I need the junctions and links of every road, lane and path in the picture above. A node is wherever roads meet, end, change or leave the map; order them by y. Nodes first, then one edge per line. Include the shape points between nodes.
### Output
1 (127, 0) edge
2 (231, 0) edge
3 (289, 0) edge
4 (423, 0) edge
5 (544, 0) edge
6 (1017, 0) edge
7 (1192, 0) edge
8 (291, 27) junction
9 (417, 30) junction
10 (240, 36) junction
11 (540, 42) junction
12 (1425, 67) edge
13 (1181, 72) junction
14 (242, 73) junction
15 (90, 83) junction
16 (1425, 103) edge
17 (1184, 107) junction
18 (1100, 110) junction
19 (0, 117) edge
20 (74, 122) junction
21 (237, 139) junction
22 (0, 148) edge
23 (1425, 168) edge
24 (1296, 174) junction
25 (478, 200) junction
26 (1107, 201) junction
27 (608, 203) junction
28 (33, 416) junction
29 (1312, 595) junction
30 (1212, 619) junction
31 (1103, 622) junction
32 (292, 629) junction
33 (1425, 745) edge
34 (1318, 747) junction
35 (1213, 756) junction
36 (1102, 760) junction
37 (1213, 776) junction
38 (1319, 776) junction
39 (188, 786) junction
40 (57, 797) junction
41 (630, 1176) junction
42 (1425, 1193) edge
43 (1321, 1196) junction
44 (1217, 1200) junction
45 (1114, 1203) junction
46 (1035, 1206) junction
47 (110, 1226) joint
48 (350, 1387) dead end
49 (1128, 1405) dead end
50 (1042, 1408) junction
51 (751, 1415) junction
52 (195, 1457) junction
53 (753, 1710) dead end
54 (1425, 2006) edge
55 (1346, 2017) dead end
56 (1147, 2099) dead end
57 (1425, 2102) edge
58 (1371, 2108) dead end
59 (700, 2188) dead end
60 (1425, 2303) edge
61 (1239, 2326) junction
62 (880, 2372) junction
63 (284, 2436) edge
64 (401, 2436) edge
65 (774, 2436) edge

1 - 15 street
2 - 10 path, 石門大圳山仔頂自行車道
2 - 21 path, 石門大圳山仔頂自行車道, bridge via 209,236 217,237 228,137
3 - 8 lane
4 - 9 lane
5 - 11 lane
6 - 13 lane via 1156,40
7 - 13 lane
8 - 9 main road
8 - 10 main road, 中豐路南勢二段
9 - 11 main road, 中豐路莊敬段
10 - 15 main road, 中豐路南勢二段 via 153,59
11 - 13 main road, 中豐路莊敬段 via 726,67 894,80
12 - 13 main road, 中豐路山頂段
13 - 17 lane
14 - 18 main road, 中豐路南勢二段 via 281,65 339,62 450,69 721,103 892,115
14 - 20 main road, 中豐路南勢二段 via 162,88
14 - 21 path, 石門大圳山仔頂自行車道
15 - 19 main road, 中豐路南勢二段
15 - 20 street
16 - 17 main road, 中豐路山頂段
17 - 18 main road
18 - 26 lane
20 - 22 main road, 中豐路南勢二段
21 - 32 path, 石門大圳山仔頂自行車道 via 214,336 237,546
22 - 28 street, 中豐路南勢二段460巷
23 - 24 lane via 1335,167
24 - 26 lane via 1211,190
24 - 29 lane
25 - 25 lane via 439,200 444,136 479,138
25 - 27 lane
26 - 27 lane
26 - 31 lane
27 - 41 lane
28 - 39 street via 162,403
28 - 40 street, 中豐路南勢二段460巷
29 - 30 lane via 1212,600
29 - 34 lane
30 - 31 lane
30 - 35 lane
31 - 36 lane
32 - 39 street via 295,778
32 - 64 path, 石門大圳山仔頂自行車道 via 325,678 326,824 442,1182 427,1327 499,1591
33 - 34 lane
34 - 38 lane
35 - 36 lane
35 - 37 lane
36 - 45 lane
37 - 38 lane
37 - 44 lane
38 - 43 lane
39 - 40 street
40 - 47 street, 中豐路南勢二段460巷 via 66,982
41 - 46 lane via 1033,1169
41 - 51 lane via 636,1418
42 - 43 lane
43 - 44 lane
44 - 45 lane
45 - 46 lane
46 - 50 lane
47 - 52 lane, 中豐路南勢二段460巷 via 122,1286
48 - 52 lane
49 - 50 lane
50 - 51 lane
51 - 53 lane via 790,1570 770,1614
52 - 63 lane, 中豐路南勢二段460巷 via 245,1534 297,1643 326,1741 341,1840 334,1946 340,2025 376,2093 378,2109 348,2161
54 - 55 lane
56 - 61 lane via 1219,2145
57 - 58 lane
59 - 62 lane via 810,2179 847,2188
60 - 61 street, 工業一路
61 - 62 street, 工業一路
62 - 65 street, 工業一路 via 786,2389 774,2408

→ **TASK**
The records above are to be given again in full, word for word.

→ **EXERCISE SOLUTION**
I need the junctions and links of every road, lane and path in the picture above. A node is wherever roads meet, end, change or leave the map; order them by y. Nodes first, then one edge per line. Include the shape points between nodes.
### Output
1 (127, 0) edge
2 (231, 0) edge
3 (289, 0) edge
4 (423, 0) edge
5 (544, 0) edge
6 (1017, 0) edge
7 (1192, 0) edge
8 (291, 27) junction
9 (417, 30) junction
10 (240, 36) junction
11 (540, 42) junction
12 (1425, 67) edge
13 (1181, 72) junction
14 (242, 73) junction
15 (90, 83) junction
16 (1425, 103) edge
17 (1184, 107) junction
18 (1100, 110) junction
19 (0, 117) edge
20 (74, 122) junction
21 (237, 139) junction
22 (0, 148) edge
23 (1425, 168) edge
24 (1296, 174) junction
25 (478, 200) junction
26 (1107, 201) junction
27 (608, 203) junction
28 (33, 416) junction
29 (1312, 595) junction
30 (1212, 619) junction
31 (1103, 622) junction
32 (292, 629) junction
33 (1425, 745) edge
34 (1318, 747) junction
35 (1213, 756) junction
36 (1102, 760) junction
37 (1213, 776) junction
38 (1319, 776) junction
39 (188, 786) junction
40 (57, 797) junction
41 (630, 1176) junction
42 (1425, 1193) edge
43 (1321, 1196) junction
44 (1217, 1200) junction
45 (1114, 1203) junction
46 (1035, 1206) junction
47 (110, 1226) joint
48 (350, 1387) dead end
49 (1128, 1405) dead end
50 (1042, 1408) junction
51 (751, 1415) junction
52 (195, 1457) junction
53 (753, 1710) dead end
54 (1425, 2006) edge
55 (1346, 2017) dead end
56 (1147, 2099) dead end
57 (1425, 2102) edge
58 (1371, 2108) dead end
59 (700, 2188) dead end
60 (1425, 2303) edge
61 (1239, 2326) junction
62 (880, 2372) junction
63 (284, 2436) edge
64 (401, 2436) edge
65 (774, 2436) edge

1 - 15 street
2 - 10 path, 石門大圳山仔頂自行車道
2 - 21 path, 石門大圳山仔頂自行車道, bridge via 209,236 217,237 228,137
3 - 8 lane
4 - 9 lane
5 - 11 lane
6 - 13 lane via 1156,40
7 - 13 lane
8 - 9 main road
8 - 10 main road, 中豐路南勢二段
9 - 11 main road, 中豐路莊敬段
10 - 15 main road, 中豐路南勢二段 via 153,59
11 - 13 main road, 中豐路莊敬段 via 726,67 894,80
12 - 13 main road, 中豐路山頂段
13 - 17 lane
14 - 18 main road, 中豐路南勢二段 via 281,65 339,62 450,69 721,103 892,115
14 - 20 main road, 中豐路南勢二段 via 162,88
14 - 21 path, 石門大圳山仔頂自行車道
15 - 19 main road, 中豐路南勢二段
15 - 20 street
16 - 17 main road, 中豐路山頂段
17 - 18 main road
18 - 26 lane
20 - 22 main road, 中豐路南勢二段
21 - 32 path, 石門大圳山仔頂自行車道 via 214,336 237,546
22 - 28 street, 中豐路南勢二段460巷
23 - 24 lane via 1335,167
24 - 26 lane via 1211,190
24 - 29 lane
25 - 25 lane via 439,200 444,136 479,138
25 - 27 lane
26 - 27 lane
26 - 31 lane
27 - 41 lane
28 - 39 street via 162,403
28 - 40 street, 中豐路南勢二段460巷
29 - 30 lane via 1212,600
29 - 34 lane
30 - 31 lane
30 - 35 lane
31 - 36 lane
32 - 39 street via 295,778
32 - 64 path, 石門大圳山仔頂自行車道 via 325,678 326,824 442,1182 427,1327 499,1591
33 - 34 lane
34 - 38 lane
35 - 36 lane
35 - 37 lane
36 - 45 lane
37 - 38 lane
37 - 44 lane
38 - 43 lane
39 - 40 street
40 - 47 street, 中豐路南勢二段460巷 via 66,982
41 - 46 lane via 1033,1169
41 - 51 lane via 636,1418
42 - 43 lane
43 - 44 lane
44 - 45 lane
45 - 46 lane
46 - 50 lane
47 - 52 lane, 中豐路南勢二段460巷 via 122,1286
48 - 52 lane
49 - 50 lane
50 - 51 lane
51 - 53 lane via 790,1570 770,1614
52 - 63 lane, 中豐路南勢二段460巷 via 245,1534 297,1643 326,1741 341,1840 334,1946 340,2025 376,2093 378,2109 348,2161
54 - 55 lane
56 - 61 lane via 1219,2145
57 - 58 lane
59 - 62 lane via 810,2179 847,2188
60 - 61 street, 工業一路
61 - 62 street, 工業一路
62 - 65 street, 工業一路 via 786,2389 774,2408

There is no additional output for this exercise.